##### THE INPUT #####

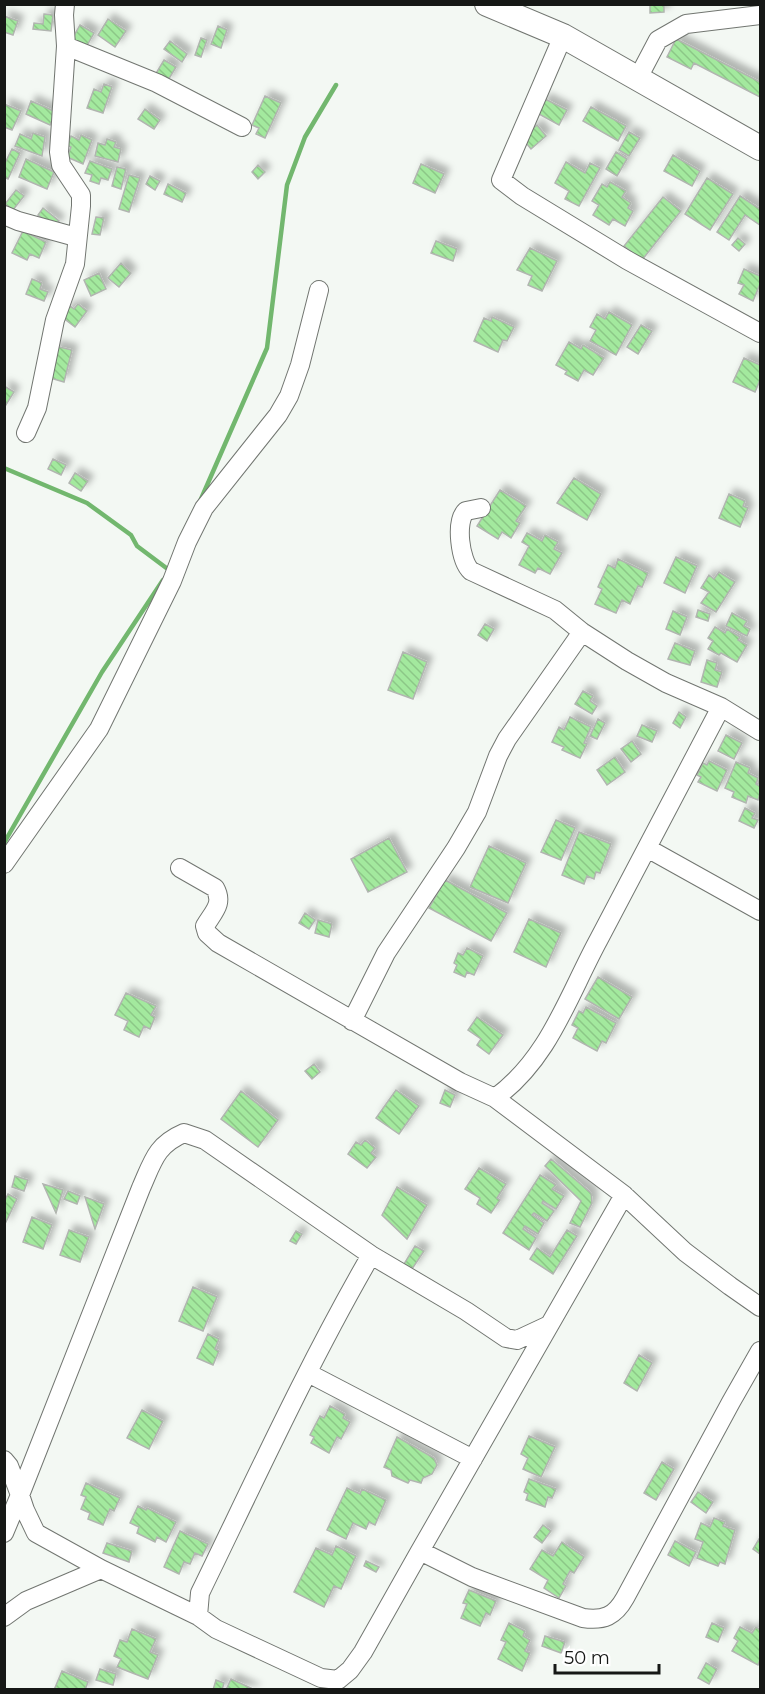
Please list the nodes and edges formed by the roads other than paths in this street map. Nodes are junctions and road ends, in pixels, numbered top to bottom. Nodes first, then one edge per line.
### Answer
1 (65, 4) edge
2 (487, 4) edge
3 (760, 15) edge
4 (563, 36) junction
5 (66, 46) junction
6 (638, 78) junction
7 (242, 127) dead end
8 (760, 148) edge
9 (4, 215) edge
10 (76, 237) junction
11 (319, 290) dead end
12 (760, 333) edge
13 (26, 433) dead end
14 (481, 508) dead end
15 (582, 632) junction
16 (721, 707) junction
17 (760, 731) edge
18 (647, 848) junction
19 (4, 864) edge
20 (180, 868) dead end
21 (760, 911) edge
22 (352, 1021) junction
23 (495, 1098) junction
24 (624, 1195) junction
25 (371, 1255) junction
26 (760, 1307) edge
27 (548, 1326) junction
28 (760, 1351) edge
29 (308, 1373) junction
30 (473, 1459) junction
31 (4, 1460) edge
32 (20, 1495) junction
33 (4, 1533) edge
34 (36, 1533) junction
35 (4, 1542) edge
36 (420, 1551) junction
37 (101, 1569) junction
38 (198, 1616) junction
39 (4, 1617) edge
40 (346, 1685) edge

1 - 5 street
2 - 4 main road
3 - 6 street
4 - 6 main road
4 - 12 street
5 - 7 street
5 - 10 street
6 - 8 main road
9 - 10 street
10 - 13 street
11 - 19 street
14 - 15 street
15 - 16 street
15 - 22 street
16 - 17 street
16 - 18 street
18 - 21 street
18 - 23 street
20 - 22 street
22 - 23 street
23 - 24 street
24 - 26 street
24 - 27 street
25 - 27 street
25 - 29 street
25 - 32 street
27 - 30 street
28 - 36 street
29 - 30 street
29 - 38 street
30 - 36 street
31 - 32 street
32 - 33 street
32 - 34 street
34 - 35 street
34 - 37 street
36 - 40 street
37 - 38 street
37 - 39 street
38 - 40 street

#####
##### THE INPUT #####

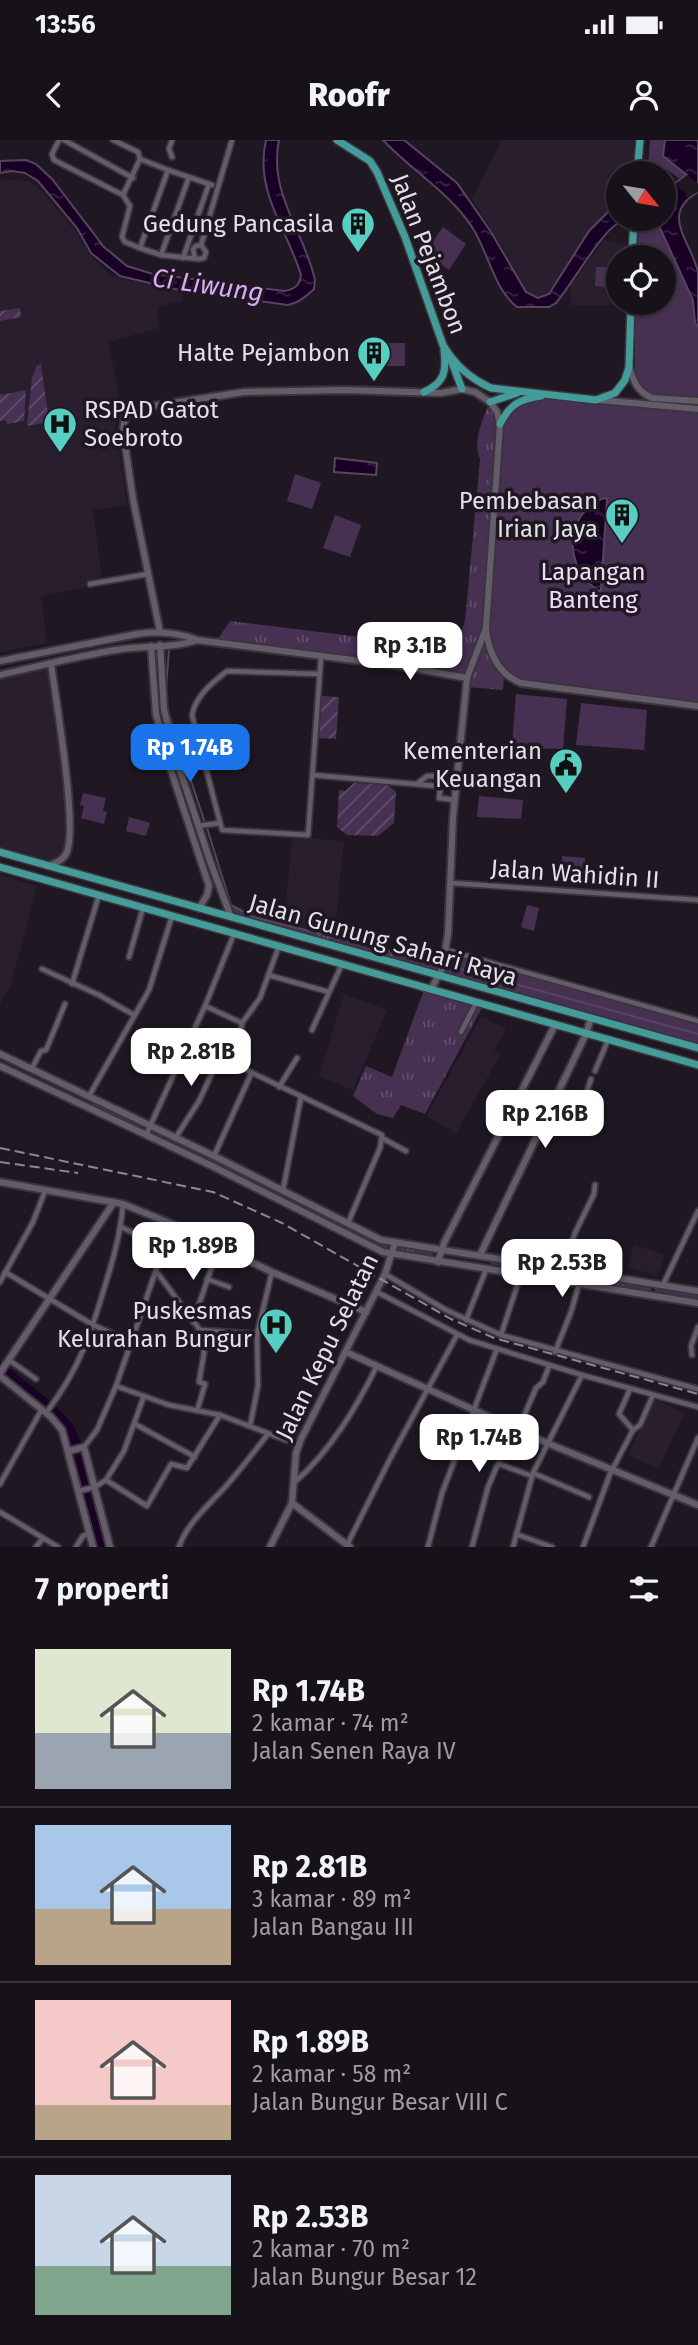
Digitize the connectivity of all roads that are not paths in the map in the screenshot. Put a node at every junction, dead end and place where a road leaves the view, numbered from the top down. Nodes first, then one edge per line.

#####
##### THE INPUT #####

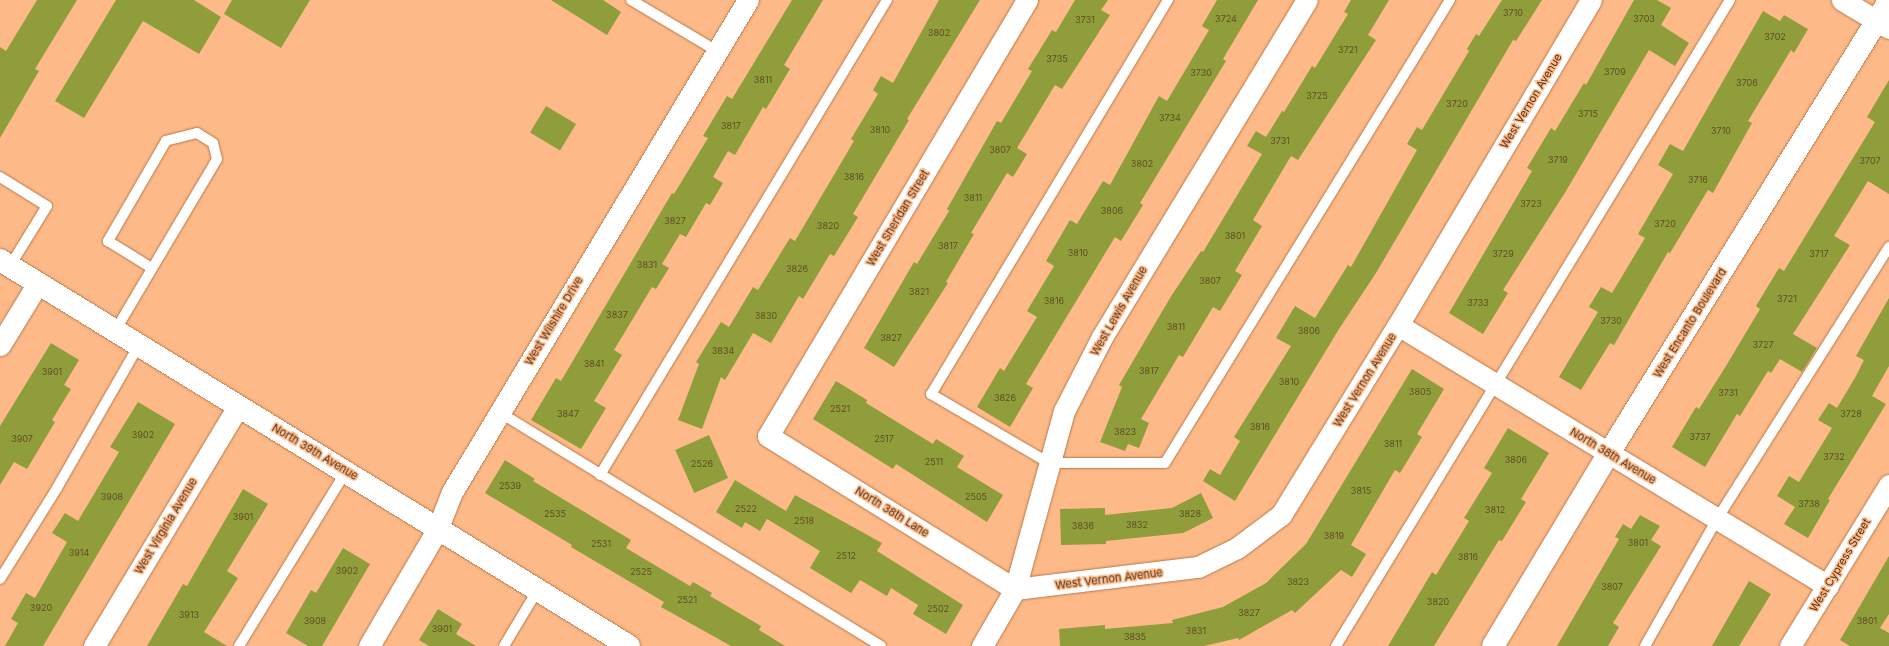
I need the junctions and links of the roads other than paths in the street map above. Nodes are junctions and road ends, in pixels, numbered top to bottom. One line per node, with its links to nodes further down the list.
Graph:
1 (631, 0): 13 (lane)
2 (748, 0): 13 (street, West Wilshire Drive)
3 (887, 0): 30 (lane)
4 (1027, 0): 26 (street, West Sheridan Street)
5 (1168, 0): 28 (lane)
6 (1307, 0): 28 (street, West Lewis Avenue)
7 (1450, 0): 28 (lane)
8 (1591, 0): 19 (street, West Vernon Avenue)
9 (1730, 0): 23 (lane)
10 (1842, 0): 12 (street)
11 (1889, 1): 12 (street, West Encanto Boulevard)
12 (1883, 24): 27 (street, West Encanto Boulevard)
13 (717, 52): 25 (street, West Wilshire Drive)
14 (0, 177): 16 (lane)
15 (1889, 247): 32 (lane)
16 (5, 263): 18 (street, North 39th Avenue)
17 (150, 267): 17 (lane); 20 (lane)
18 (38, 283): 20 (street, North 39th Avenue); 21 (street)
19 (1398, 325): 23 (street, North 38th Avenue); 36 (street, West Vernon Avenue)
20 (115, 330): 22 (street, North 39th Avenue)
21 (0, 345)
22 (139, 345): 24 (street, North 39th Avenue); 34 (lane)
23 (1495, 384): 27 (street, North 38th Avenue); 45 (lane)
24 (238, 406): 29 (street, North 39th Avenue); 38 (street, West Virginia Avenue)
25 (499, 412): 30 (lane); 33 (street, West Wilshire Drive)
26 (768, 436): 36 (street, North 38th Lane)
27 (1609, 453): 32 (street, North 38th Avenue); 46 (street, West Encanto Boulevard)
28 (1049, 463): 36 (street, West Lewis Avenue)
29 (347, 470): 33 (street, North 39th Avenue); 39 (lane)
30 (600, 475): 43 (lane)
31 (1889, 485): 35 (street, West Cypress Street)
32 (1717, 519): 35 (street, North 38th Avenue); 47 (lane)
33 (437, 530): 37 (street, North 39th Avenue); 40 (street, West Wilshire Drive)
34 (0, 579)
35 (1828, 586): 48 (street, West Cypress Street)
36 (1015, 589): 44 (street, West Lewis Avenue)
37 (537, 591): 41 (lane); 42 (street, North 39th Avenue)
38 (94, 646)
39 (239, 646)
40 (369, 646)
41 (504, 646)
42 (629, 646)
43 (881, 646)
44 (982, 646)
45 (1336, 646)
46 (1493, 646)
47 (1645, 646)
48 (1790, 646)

#####

- **TASK DESCRIPTION**
Your task is to copy each line of the data above that holds "than".

- **SOLUTION TO THE EXERCISE**
Please list the nodes and edges formed by the roads other than paths in this street map. Nodes are junctions and road ends, in pixels, numbered top to bottom. Nodes first, then one edge per line.
I need the junctions and links of the roads other than paths in the street map above. Nodes are junctions and road ends, in pixels, numbered top to bottom. One line per node, with its links to nodes further down the list.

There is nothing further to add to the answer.